Discutimos mucho sobre la violencia y en cada punto debatido hubo muchas opiniones y diferencias. Identificamos diferentes tipos de violencia e incluso no rechazamos completamente la violencia. Basándonos en nuestras propias experiencias dijimos que: "Quizás en algunos momentos la violencia ha sido necesaria para lograr la supervivencia: la guerra y otras cosas más. Eso era violencia. A través de la violencia, fue que pudiste sobrevivir". La guerra es una expresión de violencia que afecta a toda la sociedad pero que demanda especialmente a los hombres que ejerzan violencia en contra de otros seres humanos. En tiempos de guerra es difícil apartarse de la violencia: "Yo participé en el servicio militar. En esta época me fui, felizmente, con los ojos vendados, pues. Muchos compañeros rechazaron la violencia en este momento. Habría que ver. Ellos huyeron pero tomaron actitudes también violentas. O se fueron con la resistencia, o cruzaron el país violentamente, cruzaron la frontera donde también los podía levantar una mina". La guerra, sin embargo, no la decidimos nosotros y estamos muy claros que "Habrá que ver como está estructurado el "sistema"; qué es lo que ha provocado que las demás personas asumamos esta violencia. El "sistema" empuja a tomar una decisión violenta". La guerra es en sí una forma de violencia institucionalizada y va muy ligada al poder, dominio y control a nivel nacional e internacional.

Pero hay otros tipos de violencia:

"Cuando hablamos de la violencia lo primero que pensamos es en la guerra. Pero está la violencia cotidiana, la violencia que de una u otra manera hemos ejercido contra nuestras hermanas, contra nuestras mujeres, con licor o sin licor. La violencia que ejercemos contra otros hombres es violencia también". En los grupos de trabajo hubo poco consenso acerca de si la violencia contra la mujer en la casa es justificable o no. Aunque se dijo, medio en broma, la frase "Antes las mujeres no conseguían trabajo y se dejaban maltratar; ahora que las mujeres trabajan hay que maltratarlas menos" es una actitud bastante prevalente en nuestra sociedad. Muchos hombres e incluso mujeres creen que es legítimo pegar a la mujer, "mientras no se le pase la mano al hombre". Aparentemente, hay contradicciones entre nuestro discurso y práctica: "Rechazamos la violencia pero la ejercemos. Asumimos algunos elementos del paquete y rechazamos otros pero a distintos niveles. No la rechazamos totalmente".

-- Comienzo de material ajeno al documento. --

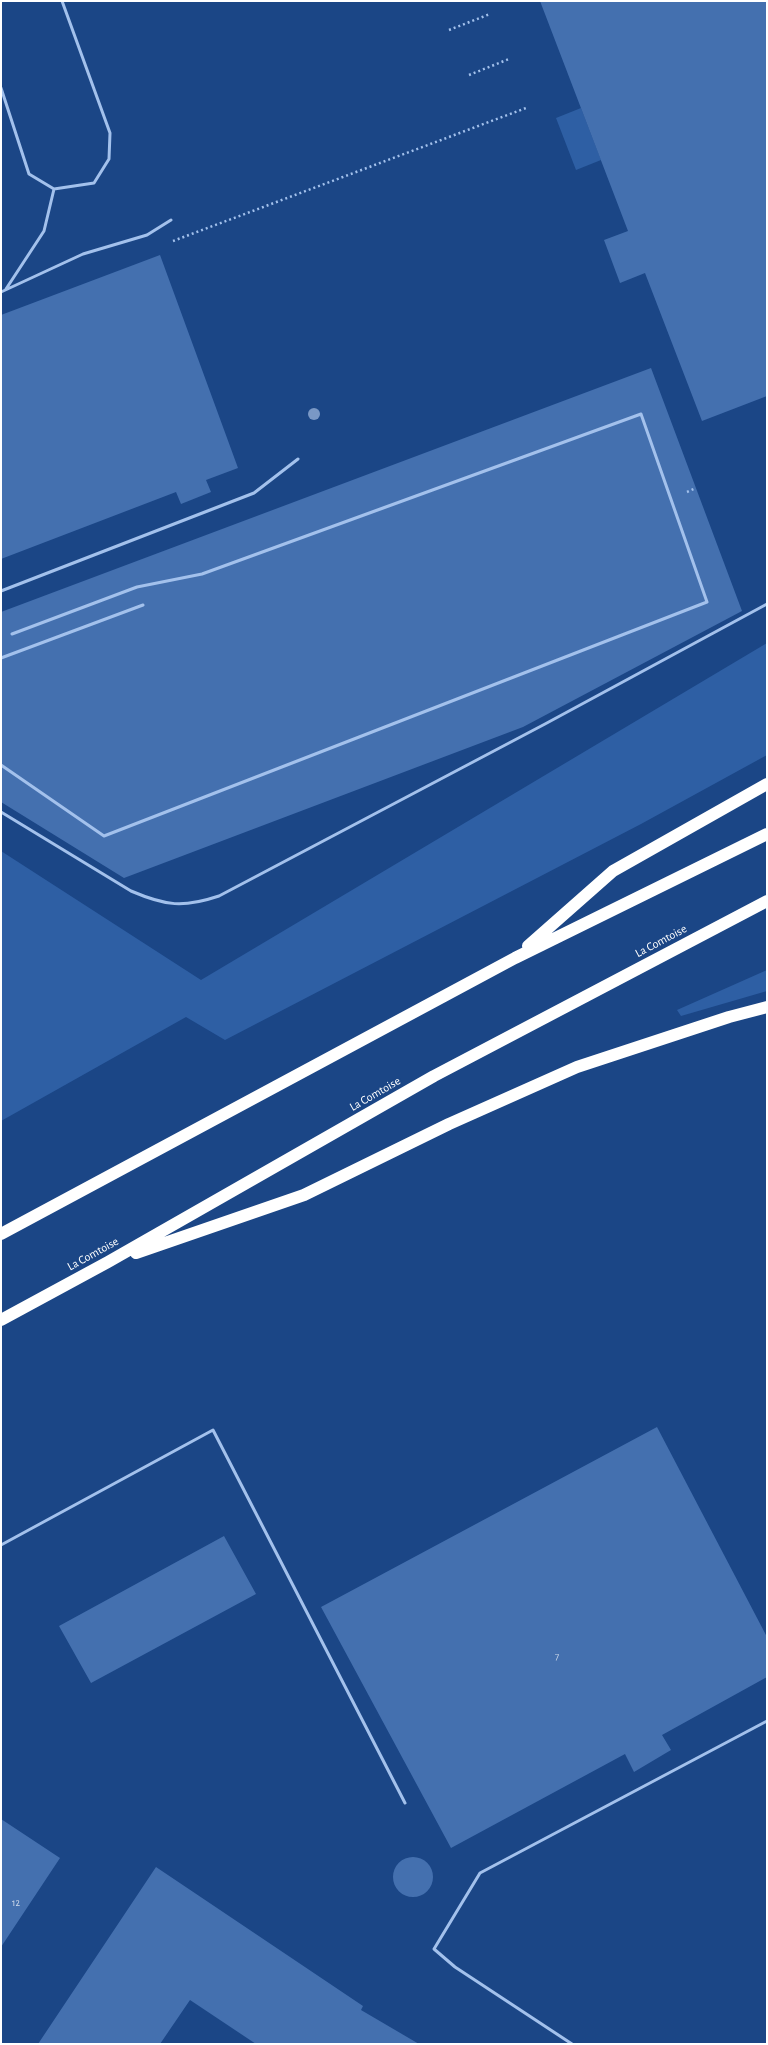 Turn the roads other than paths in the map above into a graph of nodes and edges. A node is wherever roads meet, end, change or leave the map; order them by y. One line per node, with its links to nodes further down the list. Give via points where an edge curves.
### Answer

La violencia no se limita, sin embargo, a manifestaciones de abuso físico en contra de otras personas, especialmente la mujer: "La violencia no solamente es cuando el hombre agarra a la mujer y la golpea, le pega su "vergazo", sino que yo creo que también es cuando nosotros decimos: sos una inútil, sos una floja... Esta forma es también parte de la violencia y más dura". Aunque inconscientemente, la mayor parte de nosotros ejercemos una especie de violencia psicológica cuando ejercemos nuestro poder con abusos verbales o cuando intentamos manipular a otras personas.

3.6 LA INTELIGENCIA, LA DIVISION SEXUAL DEL TRABAJO Y LAS RELACIONES DE PODER

Hubo bastante debate acerca de la inteligencia y mientras que la mayor parte de nosotros reconocemos que la inteligencia no depende del sexo, algunos creemos que la inteligencia es exclusivamente para el hombre y que la mujer no tiene capacidad de poder pensar, de ser inteligente; mientras, otros refutamos esa idea. En esto diferimos: "Personalmente pienso que la mujer tiene capacidad de pensar, es inteligente independientemente de su nivel cultural. Debemos darle espacio nosotros a la mujer para lograr cierto poder, cierto espacio".

Sin embargo, la creencia generalizada a lo largo de la historia de que el hombre es más fuerte y más inteligente que la mujer, y justificada por "la naturaleza", ha conducido a papeles muy diferenciados para hombres y mujeres en la sociedad. En general la mujer se queda en la casa donde se encarga de las tareas "reproductivas": el cuido de la casa, de los/las hijos/as y del hombre. Mientras, el hombre se encarga de ser el "proveedor"; se encarga de las tareas "productivas", de garantizar a través de su trabajo asalariado o no, comida e ingresos para la economía familiar. En los últimos años en Nicaragua se han visto varios cambios en este esquema, provocados por acontecimientos sociopolíticos (por ejemplo, la revolución) y que han presionado para que las mujeres se encargaran de actividades fuera de la casa, no tradicionalmente asociadas con ellas. También algunos de nosotros, por falta de trabajo asalariado hemos pasado más tiempo en la casa, donde de una forma u otra hemos tenido que participar con tareas domésticas. Esto no es fácil para muchos hombres porque "existe temor de que nos critiquen, que nos digan maricón si hacemos tareas domésticas, porque éstas son cosas de mujeres". En realidad, nuestra participación en las tareas de la casa es muy limitada y condicionada por temores nuestros de que otros hombres (y mujeres) nos critiquen. Podemos realizar ciertas tareas pero otras no: "Hay contradicción entre la práctica y la teoría. Decimos que participamos pero en realidad sólo en algunas pocas tareas como lavar o barrer. No es completa".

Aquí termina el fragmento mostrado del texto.